Experiencing God The Francis Chan Conversation, part 9
By Jonathan Allen, Wednesday 24th July 2019 at 9:42am
One of our objectives as a family of charismatic Messianic Jewish congregations is that every one of our people should experience the power and presence of God. Not, perhaps, for every person at every service, but on a consistent basis. It is the experience of God that makes us who we are, affirms our calling and empowers us to serve Him in reaching out to others and building the kingdom of God among our (and His) Jewish people.
Chan is worried that the church (as a whole) is failing to realise and experience God; that there is no real expectation of, or faith for, the supernatural presence of God to be manifest among His people. He writes:
We have become too easily satisfied. We are content if a person leaves pleased. God wants them awed. I’m not suggesting that we try to make our services bizarre … Nor am I saying that we try to hype ourselves into some sort of emotional frenzy that lacks any God-birthed substance. I am saying that we have settled for the natural and our choices give little evidence that we believe in the Holy Spirit. For that reason, we end up with gatherings that are very explainable and at times feel mechanical and even obligatory.

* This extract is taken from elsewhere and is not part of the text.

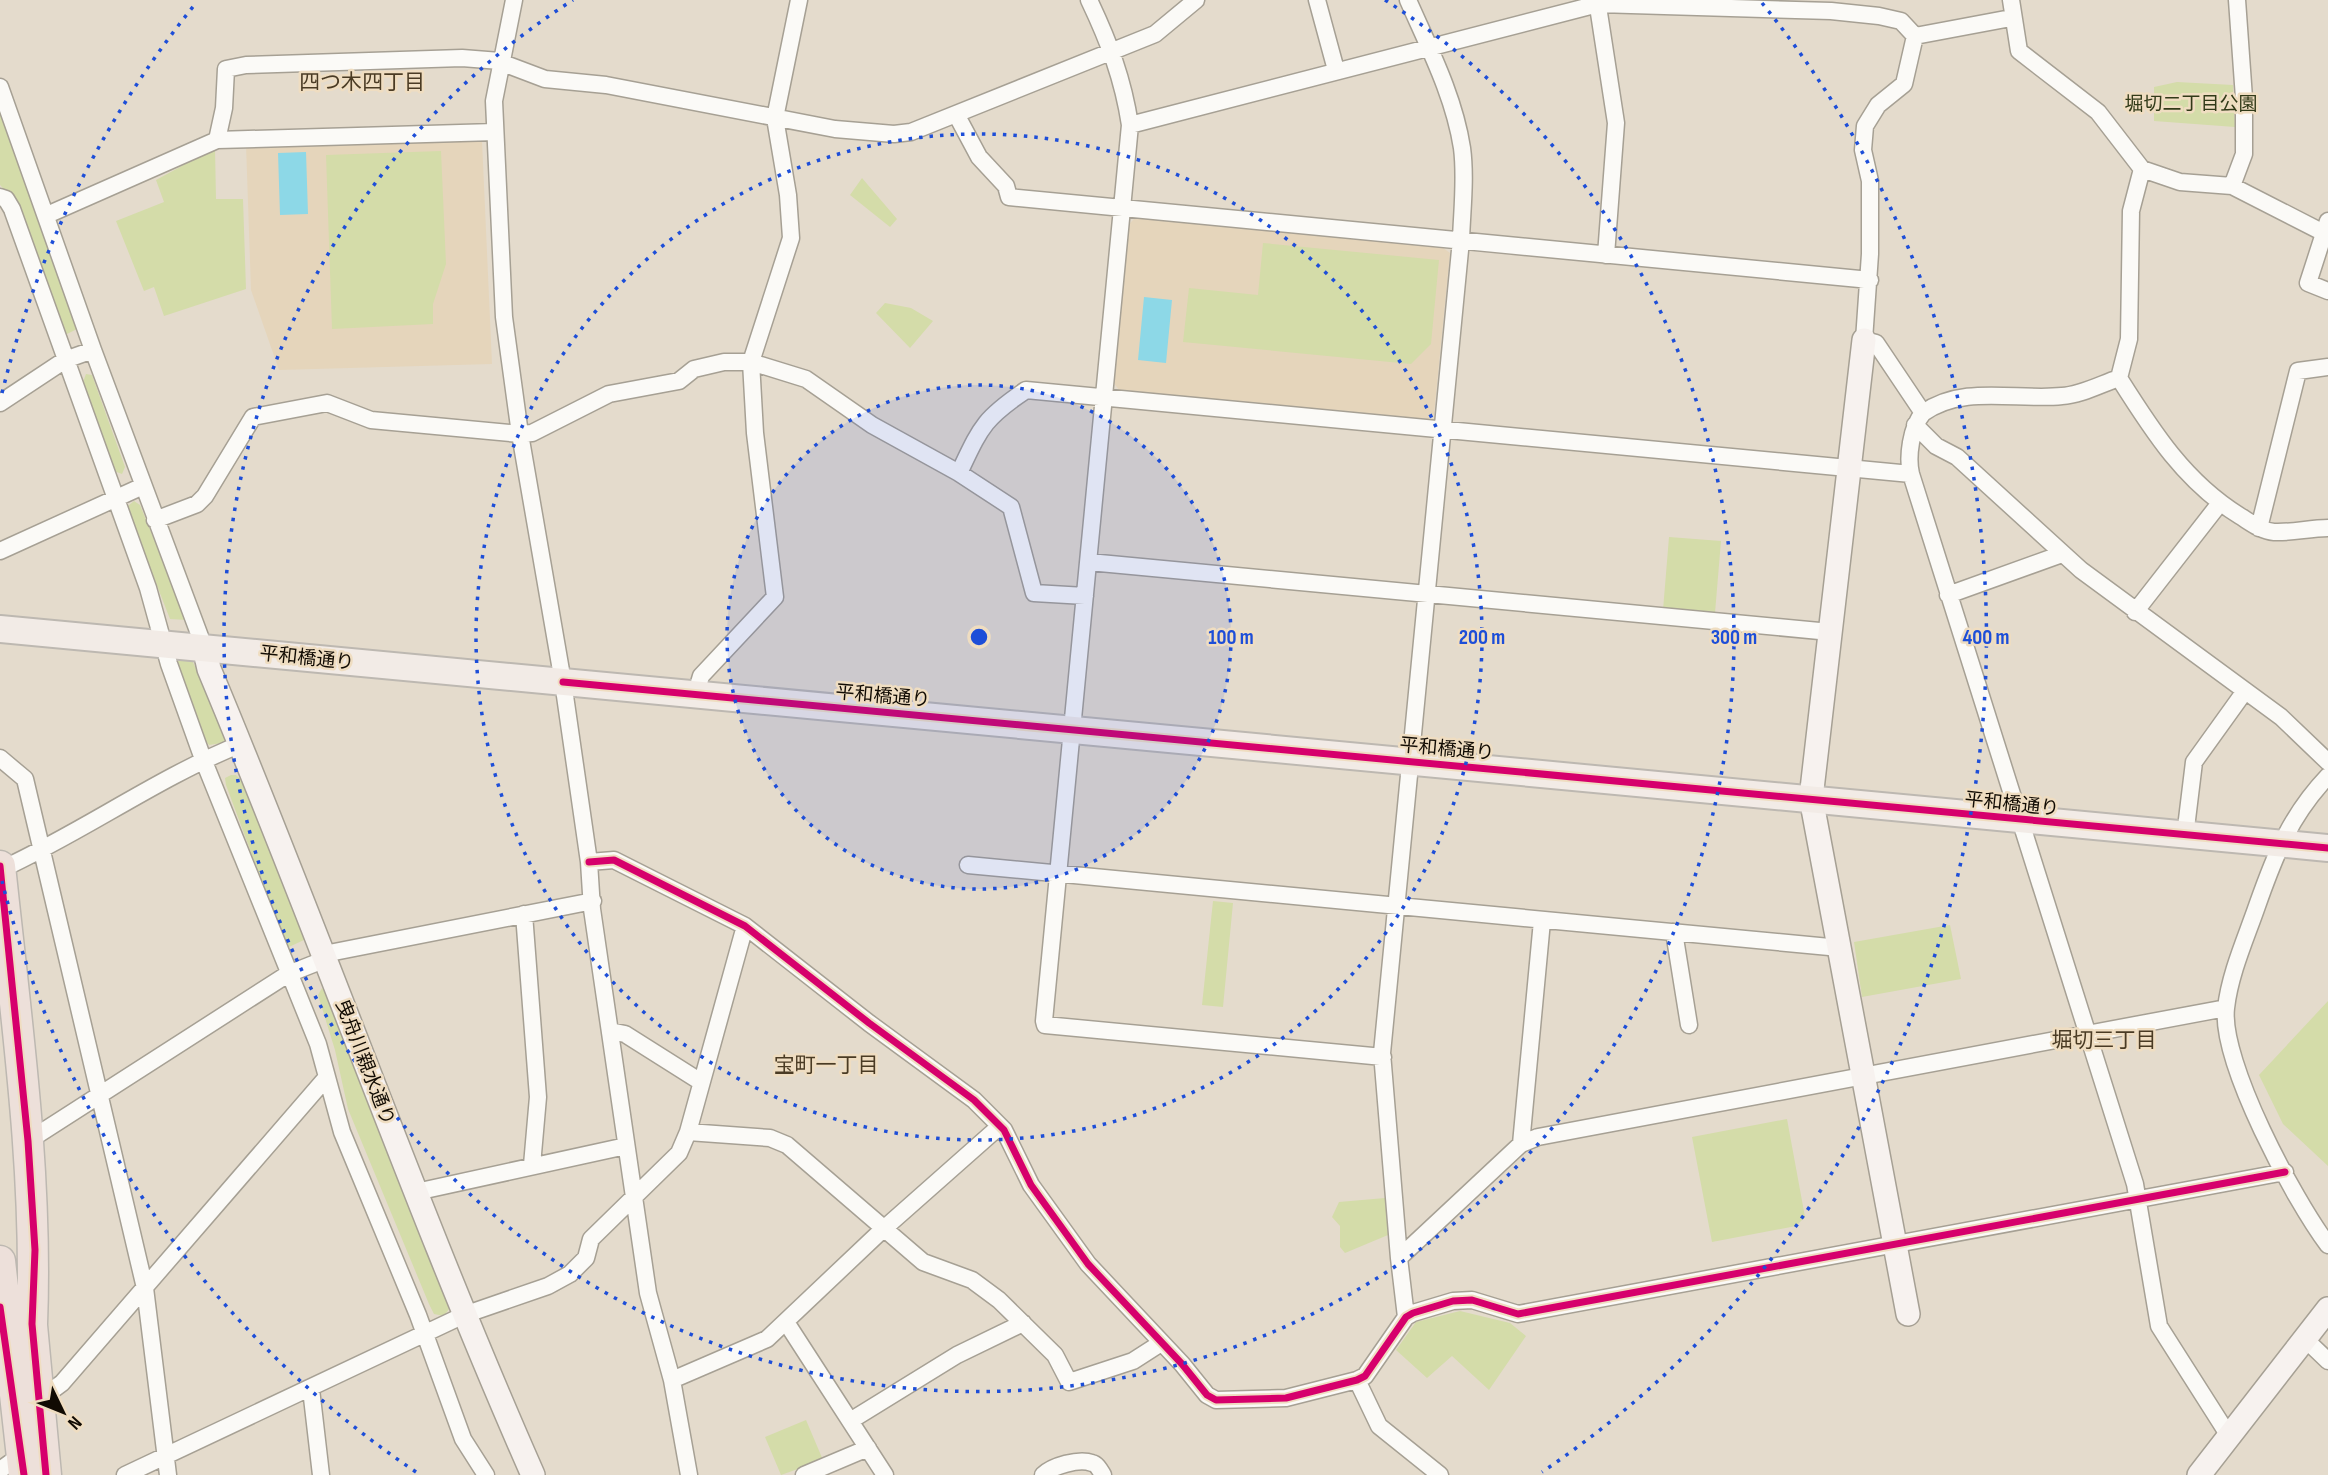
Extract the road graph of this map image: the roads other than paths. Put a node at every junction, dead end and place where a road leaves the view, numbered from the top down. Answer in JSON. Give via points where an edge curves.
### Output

In the Messianic Jewish world we do have a tension between the fixed and traditional parts of our services – such as the Torah service, with its liturgy, blessings and procession – and the less formal ad-hoc parts of the service, such as open worship and times of ministry. We have to do both and allow the Spirit to flow through everything we do. Canting the Sh’ma as it flows naturally out of declaring the high praises of God and then in turn dissolving into a time of singing in the Spirit and then to the sharing of a prophetic word before bringing the Torah out of the ark to hear that the word has neatly anticipated and confirmed the portion from the week’s parasha should be perfectly natural.
How can we ensure that our people do experience God – His presence, His supernatural gifts, His grace, compassion and forgiveness – on a regular basis? Does this need planning on our part, or is better being spontaneous? Each congregation is different, a unique combination of people, so things may work out differently in each place, but the same theme should always be present. As Chan says, “We have to expect more!“
We need to build that idea in our people as a matter of routine, so that everyone approaches every service, gathering or meeting with the expectation that God will be revealed and experienced among the people who meet.